Old church conversion plan under review in Beacon

A The plan to convert the former Beacon Reformed Church property into a hotel, conference center and event space continues to be reviewed by the Planning Board for the Town of Beacon in Dutchess County. The 2.28 acre property located at 1113 Wolcott Ave. is owned by Prophecy Theater LLC.

The applicant wants to construct a new building of 13,257 square feet on the site of the hotel which would be in the same place as the old presbytery of the church. The plan would create a 30-room, 2.5-story hotel with 31 off-street parking spaces. The interior of the church would be renovated into an ancillary space which would include a conference center and a catering section which would be used as a cafe, restaurant and bar. In addition, an on-site cemetery abandoned for a century would be restored and opened as a public park.

1113 Wolcott Ave., rendering showing restored church and proposed hotel.

According to attorney Taylor Palmer of the White Plains-based law firm Cuddy & Feder, the hotel and conference center would have a maximum capacity of 350 people, including employees. Although the applicant originally envisioned operating seven days a week with special programs, it now suggests larger events would be limited to weekends with smaller functions such as seminars, workshops or retreats being held in Week.

Palmer said the cafe would have outdoor seating available, but the total number of indoor and outdoor seats would be 50. He said the cafe would provide meals for hotel guests and would also be open to the public. He said the plan “includes the use of on-site parking lots and traffic attendants, directional signage, and providing information to event attendees about optimal parking areas and transit options. “. Palmer said they would try to reduce reliance on personal vehicles, offer shuttles, valet parking, and make it easier for people to walk and use bikes to attend events in the area. ‘establishment.

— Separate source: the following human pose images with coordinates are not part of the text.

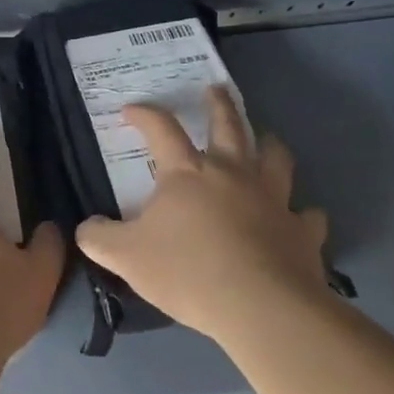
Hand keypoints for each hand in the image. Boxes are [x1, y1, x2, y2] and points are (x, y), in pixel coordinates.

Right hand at [75, 87, 328, 343]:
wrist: (260, 305)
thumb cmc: (187, 272)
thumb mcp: (126, 258)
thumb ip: (99, 239)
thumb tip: (85, 227)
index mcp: (187, 173)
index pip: (161, 129)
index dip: (145, 114)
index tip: (132, 109)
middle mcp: (232, 173)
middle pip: (228, 125)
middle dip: (219, 103)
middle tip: (216, 88)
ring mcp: (273, 198)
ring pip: (276, 158)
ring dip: (269, 145)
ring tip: (266, 139)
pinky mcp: (301, 230)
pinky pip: (308, 215)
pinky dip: (303, 213)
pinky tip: (301, 216)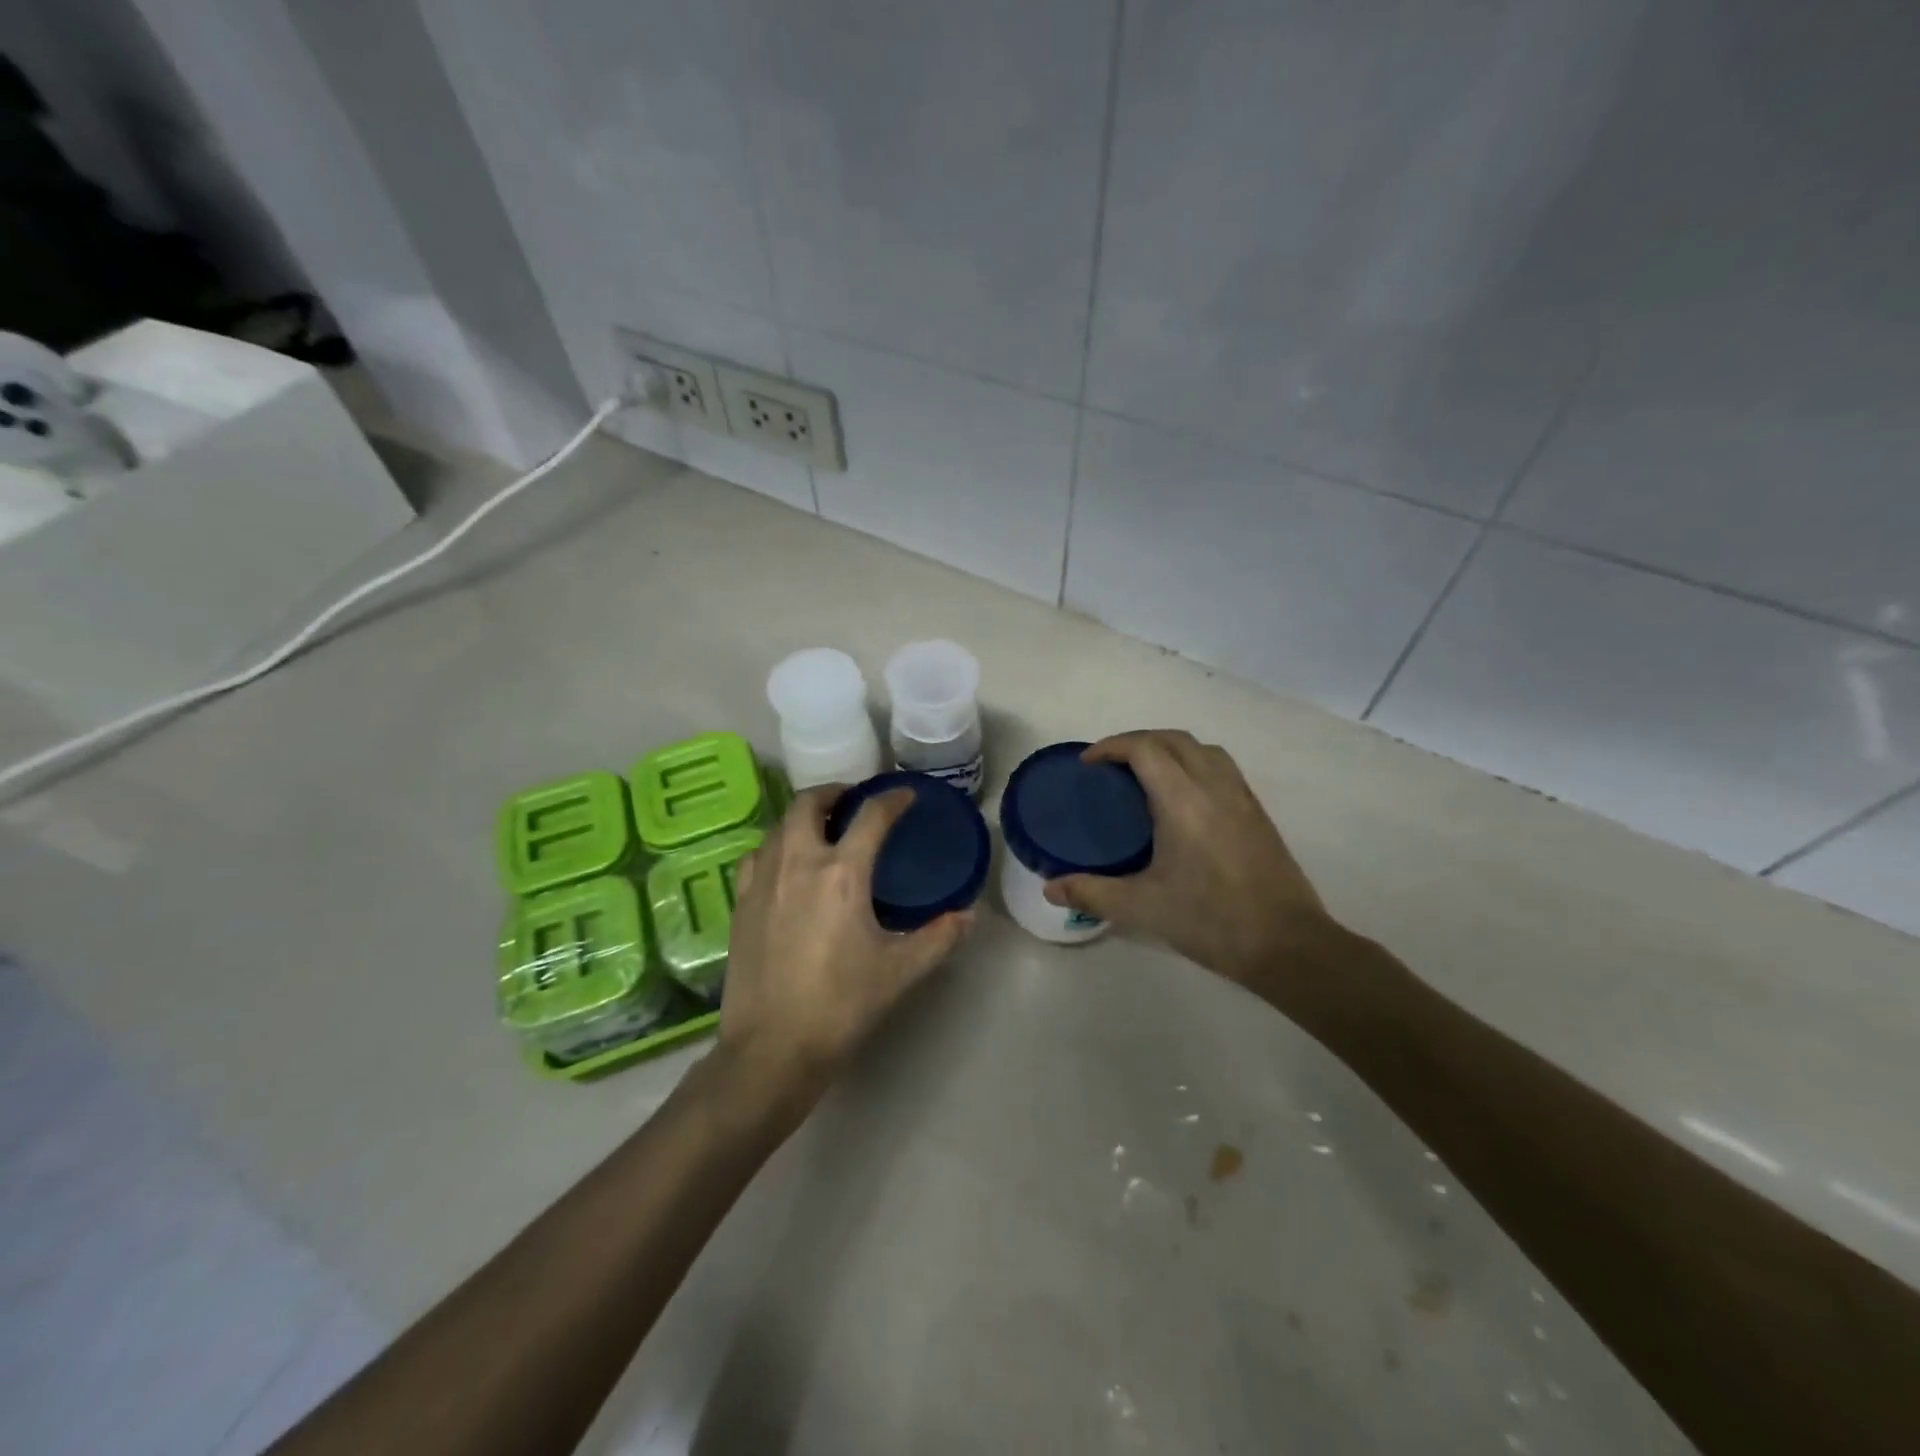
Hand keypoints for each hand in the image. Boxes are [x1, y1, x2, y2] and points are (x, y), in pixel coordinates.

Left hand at [718, 784, 972, 1086]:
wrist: (772, 1048)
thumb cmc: (841, 1005)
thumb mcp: (900, 971)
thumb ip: (939, 937)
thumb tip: (969, 914)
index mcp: (842, 873)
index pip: (871, 816)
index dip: (893, 799)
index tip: (906, 795)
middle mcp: (798, 862)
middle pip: (809, 803)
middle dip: (834, 793)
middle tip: (853, 802)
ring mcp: (763, 880)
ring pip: (779, 825)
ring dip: (803, 816)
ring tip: (822, 829)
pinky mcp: (741, 901)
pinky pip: (757, 854)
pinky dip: (776, 844)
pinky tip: (786, 864)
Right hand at [1044, 731, 1337, 987]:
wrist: (1287, 945)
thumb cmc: (1211, 920)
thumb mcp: (1142, 908)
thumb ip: (1092, 892)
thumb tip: (1050, 889)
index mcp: (1183, 801)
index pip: (1145, 748)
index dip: (1112, 746)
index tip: (1087, 764)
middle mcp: (1214, 787)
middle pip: (1173, 739)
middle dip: (1137, 741)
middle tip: (1109, 766)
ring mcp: (1242, 797)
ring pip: (1202, 748)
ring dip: (1169, 748)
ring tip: (1144, 774)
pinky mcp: (1257, 813)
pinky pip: (1221, 767)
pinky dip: (1194, 763)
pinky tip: (1182, 798)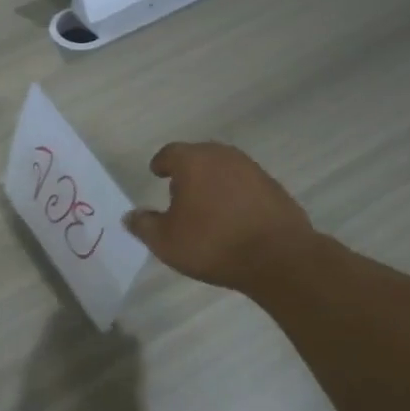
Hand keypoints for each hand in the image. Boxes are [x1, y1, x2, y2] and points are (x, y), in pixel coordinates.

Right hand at [125, 141, 316, 292]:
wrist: (278, 257)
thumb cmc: (212, 244)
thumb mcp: (165, 241)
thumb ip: (143, 225)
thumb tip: (130, 216)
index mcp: (193, 161)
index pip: (170, 153)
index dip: (161, 164)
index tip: (157, 174)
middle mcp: (223, 157)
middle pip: (198, 156)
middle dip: (187, 171)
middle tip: (179, 192)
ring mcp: (252, 170)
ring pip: (224, 169)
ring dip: (213, 182)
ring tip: (206, 206)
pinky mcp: (274, 187)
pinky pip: (245, 185)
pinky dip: (235, 195)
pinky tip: (232, 217)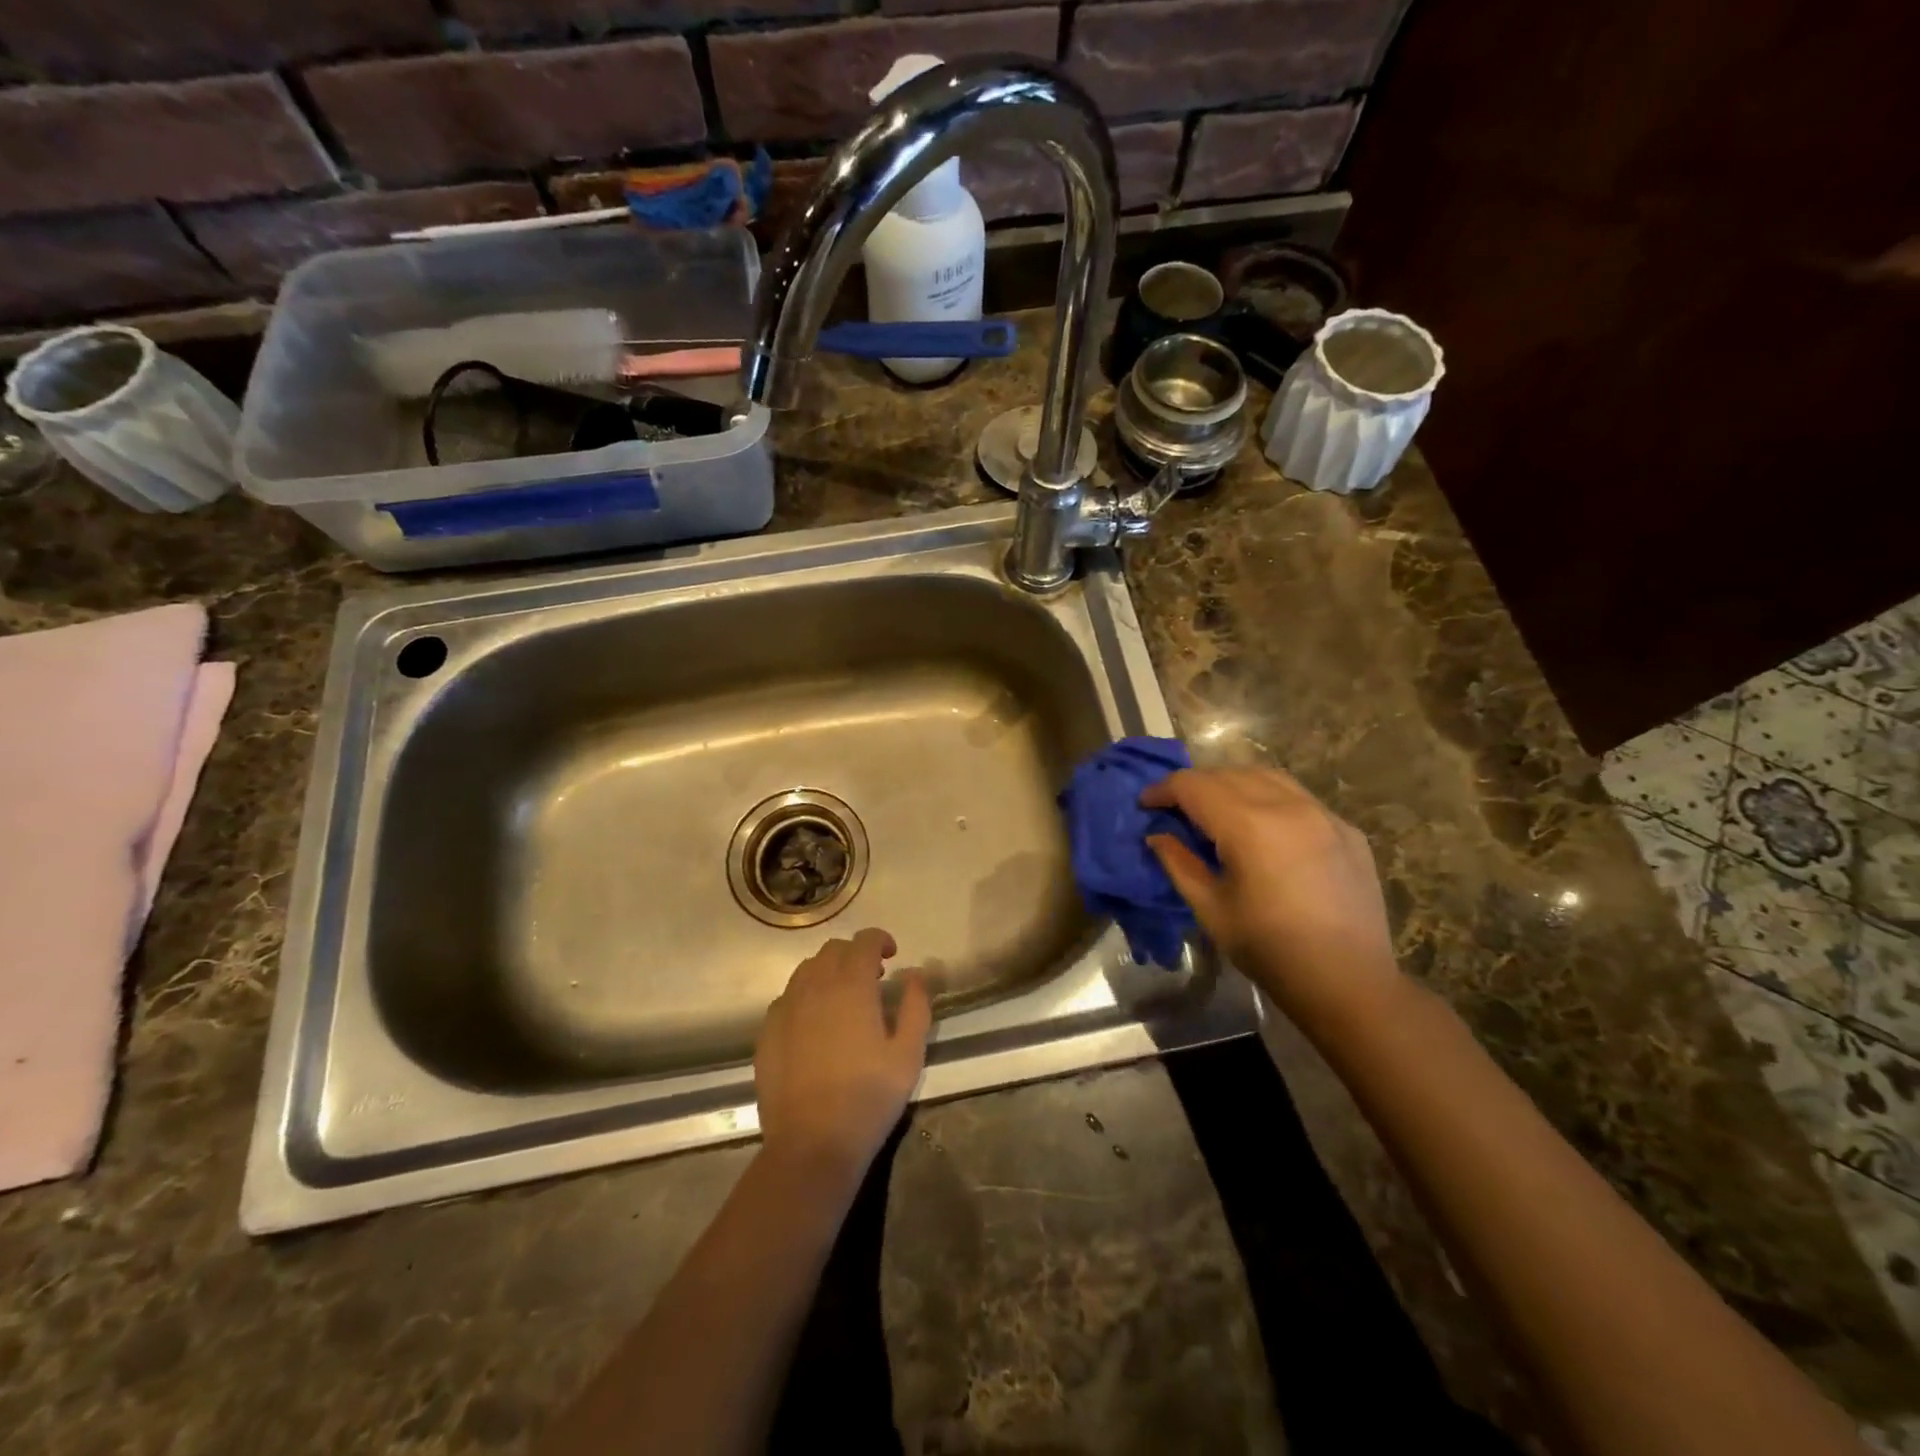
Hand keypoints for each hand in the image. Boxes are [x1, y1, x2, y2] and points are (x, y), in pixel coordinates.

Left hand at [755, 928, 932, 1189]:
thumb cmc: (869, 1097)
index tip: (893, 955)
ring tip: (843, 998)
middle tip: (873, 978)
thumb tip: (916, 973)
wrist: (812, 1144)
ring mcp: (785, 1008)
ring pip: (806, 970)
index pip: (864, 941)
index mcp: (851, 985)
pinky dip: (805, 997)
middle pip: (833, 950)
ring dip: (828, 972)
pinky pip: (787, 998)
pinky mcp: (767, 1032)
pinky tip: (815, 1025)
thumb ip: (916, 1005)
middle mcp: (814, 986)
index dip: (880, 940)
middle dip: (855, 954)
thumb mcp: (908, 1054)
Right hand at [1142, 768, 1406, 1036]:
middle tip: (1176, 810)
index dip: (1163, 790)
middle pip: (1228, 773)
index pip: (1194, 785)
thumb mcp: (1211, 909)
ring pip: (1267, 776)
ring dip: (1233, 784)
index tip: (1146, 805)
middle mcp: (1288, 806)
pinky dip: (1270, 800)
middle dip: (1195, 785)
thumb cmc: (1270, 950)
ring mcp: (1323, 814)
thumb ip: (1179, 864)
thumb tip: (1157, 835)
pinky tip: (1265, 830)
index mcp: (1249, 826)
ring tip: (1217, 810)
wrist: (1350, 983)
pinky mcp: (1346, 829)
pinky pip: (1299, 798)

1113 Wolcott Ave Beacon.  Photo via Google Maps.
1113 Wolcott Ave Beacon. Photo via Google Maps.

Palmer said the 31 parking spaces that would be located on the rear portion of the property would be for use by hotel guests and employees. Parking required for event attendees would be managed through public parking around the site and an agreement with a local funeral home to use their private parking lot near the site.

“As noted in a previously submitted traffic and parking study, these public parking locations were observed under existing conditions and found to have more than enough parking spaces available to meet the needs of the largest events scheduled on the site,” Palmer said. . “Applicant will provide free shuttle service from any off-site parking location with a distance greater than 1,000 feet if needed for a larger event.”

Gavin Hecker of Prophecy Theater LLC said, “The use of the church is compatible with the neighborhood and the building has been a gathering place for the community for nearly 175 years. The district itself was built around it, and now hosts and supports this second iteration.

Hecker said they believe what they are proposing is the best use of the existing historic 5,000 square foot church.

“It wasn’t built to be a 50-seat restaurant, and nobody wants to see it turned into condos or a private studio. Any use that significantly diminishes capacity will also severely compromise the ability to preserve such a grand historic building and/or make the building less accessible to our community,” Hecker said.

The church was built around 1860 as a new home for the Dutch Reformed Church congregation of Fishkill Landing which had been established in 1813. A Facebook page which had been maintained by the Reformed Church of Beacon dating from 2014 has pointed out that “the steeple can be easily seen rising above the Hudson. The church was listed on the National Register of Historic Places by the U.S. Department of the Interior. The cemetery was the burial place of William Few Jr., who died in 1828 and signed the US Constitution of the State of Georgia.In 1973, his remains were moved to Augusta, Georgia.